## ENTRIES SUPPLIED
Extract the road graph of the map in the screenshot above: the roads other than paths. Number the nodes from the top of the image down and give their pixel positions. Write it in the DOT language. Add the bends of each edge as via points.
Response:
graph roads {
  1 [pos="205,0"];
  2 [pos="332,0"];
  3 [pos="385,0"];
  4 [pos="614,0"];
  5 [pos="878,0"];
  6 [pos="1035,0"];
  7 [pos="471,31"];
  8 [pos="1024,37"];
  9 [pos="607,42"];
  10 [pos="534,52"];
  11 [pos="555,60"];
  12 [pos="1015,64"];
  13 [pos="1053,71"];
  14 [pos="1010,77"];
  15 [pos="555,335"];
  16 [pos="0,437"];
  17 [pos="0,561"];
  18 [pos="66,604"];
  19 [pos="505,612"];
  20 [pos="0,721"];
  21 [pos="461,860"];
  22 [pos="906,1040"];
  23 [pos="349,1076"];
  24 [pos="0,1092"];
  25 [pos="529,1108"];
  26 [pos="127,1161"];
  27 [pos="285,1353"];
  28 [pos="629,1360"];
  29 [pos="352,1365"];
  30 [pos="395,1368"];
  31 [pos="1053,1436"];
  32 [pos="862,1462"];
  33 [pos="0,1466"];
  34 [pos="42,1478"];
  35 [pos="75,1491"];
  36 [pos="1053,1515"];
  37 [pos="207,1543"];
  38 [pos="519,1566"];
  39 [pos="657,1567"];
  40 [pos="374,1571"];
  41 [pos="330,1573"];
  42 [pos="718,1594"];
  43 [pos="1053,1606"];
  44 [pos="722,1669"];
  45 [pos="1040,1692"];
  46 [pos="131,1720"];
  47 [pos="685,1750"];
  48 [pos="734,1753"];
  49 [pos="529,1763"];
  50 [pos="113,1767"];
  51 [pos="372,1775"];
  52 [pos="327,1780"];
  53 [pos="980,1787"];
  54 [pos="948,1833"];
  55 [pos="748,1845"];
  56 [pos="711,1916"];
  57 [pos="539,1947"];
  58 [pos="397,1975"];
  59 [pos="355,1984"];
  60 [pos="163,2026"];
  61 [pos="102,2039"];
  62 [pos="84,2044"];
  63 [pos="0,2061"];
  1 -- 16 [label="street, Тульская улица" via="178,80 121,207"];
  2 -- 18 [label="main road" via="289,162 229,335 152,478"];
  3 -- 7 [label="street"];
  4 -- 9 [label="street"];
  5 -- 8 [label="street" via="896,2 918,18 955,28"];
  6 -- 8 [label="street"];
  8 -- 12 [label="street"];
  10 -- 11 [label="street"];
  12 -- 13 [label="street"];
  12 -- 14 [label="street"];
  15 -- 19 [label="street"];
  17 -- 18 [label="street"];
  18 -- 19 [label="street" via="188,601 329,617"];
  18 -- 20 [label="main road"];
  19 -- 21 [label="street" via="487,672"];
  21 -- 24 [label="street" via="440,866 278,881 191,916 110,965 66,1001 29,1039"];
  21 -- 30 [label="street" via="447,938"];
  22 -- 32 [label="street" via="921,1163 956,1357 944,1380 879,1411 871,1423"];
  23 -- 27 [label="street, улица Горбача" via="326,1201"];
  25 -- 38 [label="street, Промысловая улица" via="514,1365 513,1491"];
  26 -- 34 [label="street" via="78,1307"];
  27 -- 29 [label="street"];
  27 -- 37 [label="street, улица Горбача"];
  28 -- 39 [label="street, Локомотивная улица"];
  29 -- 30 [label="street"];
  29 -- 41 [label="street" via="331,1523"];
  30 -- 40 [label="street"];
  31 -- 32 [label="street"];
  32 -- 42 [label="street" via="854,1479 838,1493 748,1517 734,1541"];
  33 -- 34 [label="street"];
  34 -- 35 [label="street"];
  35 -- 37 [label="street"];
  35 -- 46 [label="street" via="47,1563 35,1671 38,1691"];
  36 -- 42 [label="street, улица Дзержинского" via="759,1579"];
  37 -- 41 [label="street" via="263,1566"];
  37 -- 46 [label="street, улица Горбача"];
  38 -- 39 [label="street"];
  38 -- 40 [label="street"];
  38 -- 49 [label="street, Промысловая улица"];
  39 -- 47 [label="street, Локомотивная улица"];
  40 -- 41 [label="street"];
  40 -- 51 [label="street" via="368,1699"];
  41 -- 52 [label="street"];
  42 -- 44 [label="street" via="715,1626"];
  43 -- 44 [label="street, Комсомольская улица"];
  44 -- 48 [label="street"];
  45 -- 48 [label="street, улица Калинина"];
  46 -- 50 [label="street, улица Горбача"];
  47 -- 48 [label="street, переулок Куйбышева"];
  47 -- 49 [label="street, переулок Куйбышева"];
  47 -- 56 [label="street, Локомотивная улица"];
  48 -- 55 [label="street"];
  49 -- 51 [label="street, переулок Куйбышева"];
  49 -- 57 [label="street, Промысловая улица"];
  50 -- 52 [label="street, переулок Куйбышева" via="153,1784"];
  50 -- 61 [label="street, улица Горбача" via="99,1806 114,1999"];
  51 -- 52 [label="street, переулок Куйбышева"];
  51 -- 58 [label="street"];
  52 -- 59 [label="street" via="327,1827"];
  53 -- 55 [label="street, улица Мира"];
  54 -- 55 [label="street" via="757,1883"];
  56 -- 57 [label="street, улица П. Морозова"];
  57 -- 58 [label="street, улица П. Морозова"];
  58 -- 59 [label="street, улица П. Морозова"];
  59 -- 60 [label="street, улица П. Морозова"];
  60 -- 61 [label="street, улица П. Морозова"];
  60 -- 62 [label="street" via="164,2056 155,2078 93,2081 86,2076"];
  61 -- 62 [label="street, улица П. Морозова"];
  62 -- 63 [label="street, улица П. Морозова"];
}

## TASK DESCRIPTION
The listing above is to be written out again word for word.

## SOLUTION
Extract the road graph of the map in the screenshot above: the roads other than paths. Number the nodes from the top of the image down and give their pixel positions. Write it in the DOT language. Add the bends of each edge as via points.
Response:
graph roads {
  1 [pos="205,0"];
  2 [pos="332,0"];
  3 [pos="385,0"];
  4 [pos="614,0"];
  5 [pos="878,0"];
  6 [pos="1035,0"];
  7 [pos="471,31"];
  8 [pos="1024,37"];
  9 [pos="607,42"];
  10 [pos="534,52"];
  11 [pos="555,60"];
  12 [pos="1015,64"];
  13 [pos="1053,71"];
  14 [pos="1010,77"];
  15 [pos="555,335"];
  16 [pos="0,437"];
  17 [pos="0,561"];
  18 [pos="66,604"];
  19 [pos="505,612"];
  20 [pos="0,721"];
  21 [pos="461,860"];
  22 [pos="906,1040"];
  23 [pos="349,1076"];
  24 [pos="0,1092"];
  25 [pos="529,1108"];
  26 [pos="127,1161"];
  27 [pos="285,1353"];
  28 [pos="629,1360"];
  29 [pos="352,1365"];
  30 [pos="395,1368"];
  31 [pos="1053,1436"];
  32 [pos="862,1462"];
  33 [pos="0,1466"];
  34 [pos="42,1478"];
  35 [pos="75,1491"];
  36 [pos="1053,1515"];
  37 [pos="207,1543"];
  38 [pos="519,1566"];
  39 [pos="657,1567"];
  40 [pos="374,1571"];
  41 [pos="330,1573"];
  42 [pos="718,1594"];
  43 [pos="1053,1606"];
  44 [pos="722,1669"];
  45 [pos="1040,1692"];
  46 [pos="131,1720"];
  47 [pos="685,1750"];
  48 [pos="734,1753"];
  49 [pos="529,1763"];
  50 [pos="113,1767"];
  51 [pos="372,1775"];
  52 [pos="327,1780"];
  53 [pos="980,1787"];
  54 [pos="948,1833"];
  55 [pos="748,1845"];
  56 [pos="711,1916"];
  57 [pos="539,1947"];
  58 [pos="397,1975"];
  59 [pos="355,1984"];
  60 [pos="163,2026"];
  61 [pos="102,2039"];
  62 [pos="84,2044"];
  63 [pos="0,2061"];
  1 -- 16 [label="street, Тульская улица" via="178,80 121,207"];
  2 -- 18 [label="main road" via="289,162 229,335 152,478"];
  3 -- 7 [label="street"];
  4 -- 9 [label="street"];
  5 -- 8 [label="street" via="896,2 918,18 955,28"];
  6 -- 8 [label="street"];
  8 -- 12 [label="street"];
  10 -- 11 [label="street"];
  12 -- 13 [label="street"];
  12 -- 14 [label="street"];
  15 -- 19 [label="street"];
  17 -- 18 [label="street"];
  18 -- 19 [label="street" via="188,601 329,617"];
  18 -- 20 [label="main road"];
  19 -- 21 [label="street" via="487,672"];
  21 -- 24 [label="street" via="440,866 278,881 191,916 110,965 66,1001 29,1039"];
  21 -- 30 [label="street" via="447,938"];
  22 -- 32 [label="street" via="921,1163 956,1357 944,1380 879,1411 871,1423"];
  23 -- 27 [label="street, улица Горбача" via="326,1201"];
  25 -- 38 [label="street, Промысловая улица" via="514,1365 513,1491"];
  26 -- 34 [label="street" via="78,1307"];
  27 -- 29 [label="street"];
  27 -- 37 [label="street, улица Горбача"];
  28 -- 39 [label="street, Локомотивная улица"];
  29 -- 30 [label="street"];
  29 -- 41 [label="street" via="331,1523"];
  30 -- 40 [label="street"];
  31 -- 32 [label="street"];
  32 -- 42 [label="street" via="854,1479 838,1493 748,1517 734,1541"];
  33 -- 34 [label="street"];
  34 -- 35 [label="street"];
  35 -- 37 [label="street"];
  35 -- 46 [label="street" via="47,1563 35,1671 38,1691"];
  36 -- 42 [label="street, улица Дзержинского" via="759,1579"];
  37 -- 41 [label="street" via="263,1566"];
  37 -- 46 [label="street, улица Горбача"];
  38 -- 39 [label="street"];
  38 -- 40 [label="street"];
  38 -- 49 [label="street, Промысловая улица"];
  39 -- 47 [label="street, Локомотивная улица"];
  40 -- 41 [label="street"];
  40 -- 51 [label="street" via="368,1699"];
  41 -- 52 [label="street"];
  42 -- 44 [label="street" via="715,1626"];
  43 -- 44 [label="street, Комсомольская улица"];
  44 -- 48 [label="street"];
  45 -- 48 [label="street, улица Калинина"];
  46 -- 50 [label="street, улица Горбача"];
  47 -- 48 [label="street, переулок Куйбышева"];
  47 -- 49 [label="street, переулок Куйбышева"];
  47 -- 56 [label="street, Локомотивная улица"];
  48 -- 55 [label="street"];
  49 -- 51 [label="street, переулок Куйбышева"];
  49 -- 57 [label="street, Промысловая улица"];
  50 -- 52 [label="street, переулок Куйбышева" via="153,1784"];
  50 -- 61 [label="street, улица Горбача" via="99,1806 114,1999"];
  51 -- 52 [label="street, переулок Куйбышева"];
  51 -- 58 [label="street"];
  52 -- 59 [label="street" via="327,1827"];
  53 -- 55 [label="street, улица Мира"];
  54 -- 55 [label="street" via="757,1883"];
  56 -- 57 [label="street, улица П. Морозова"];
  57 -- 58 [label="street, улица П. Морозова"];
  58 -- 59 [label="street, улица П. Морозова"];
  59 -- 60 [label="street, улица П. Морозова"];
  60 -- 61 [label="street, улица П. Морозова"];
  60 -- 62 [label="street" via="164,2056 155,2078 93,2081 86,2076"];
  61 -- 62 [label="street, улица П. Морозова"];
  62 -- 63 [label="street, улица П. Морозова"];
}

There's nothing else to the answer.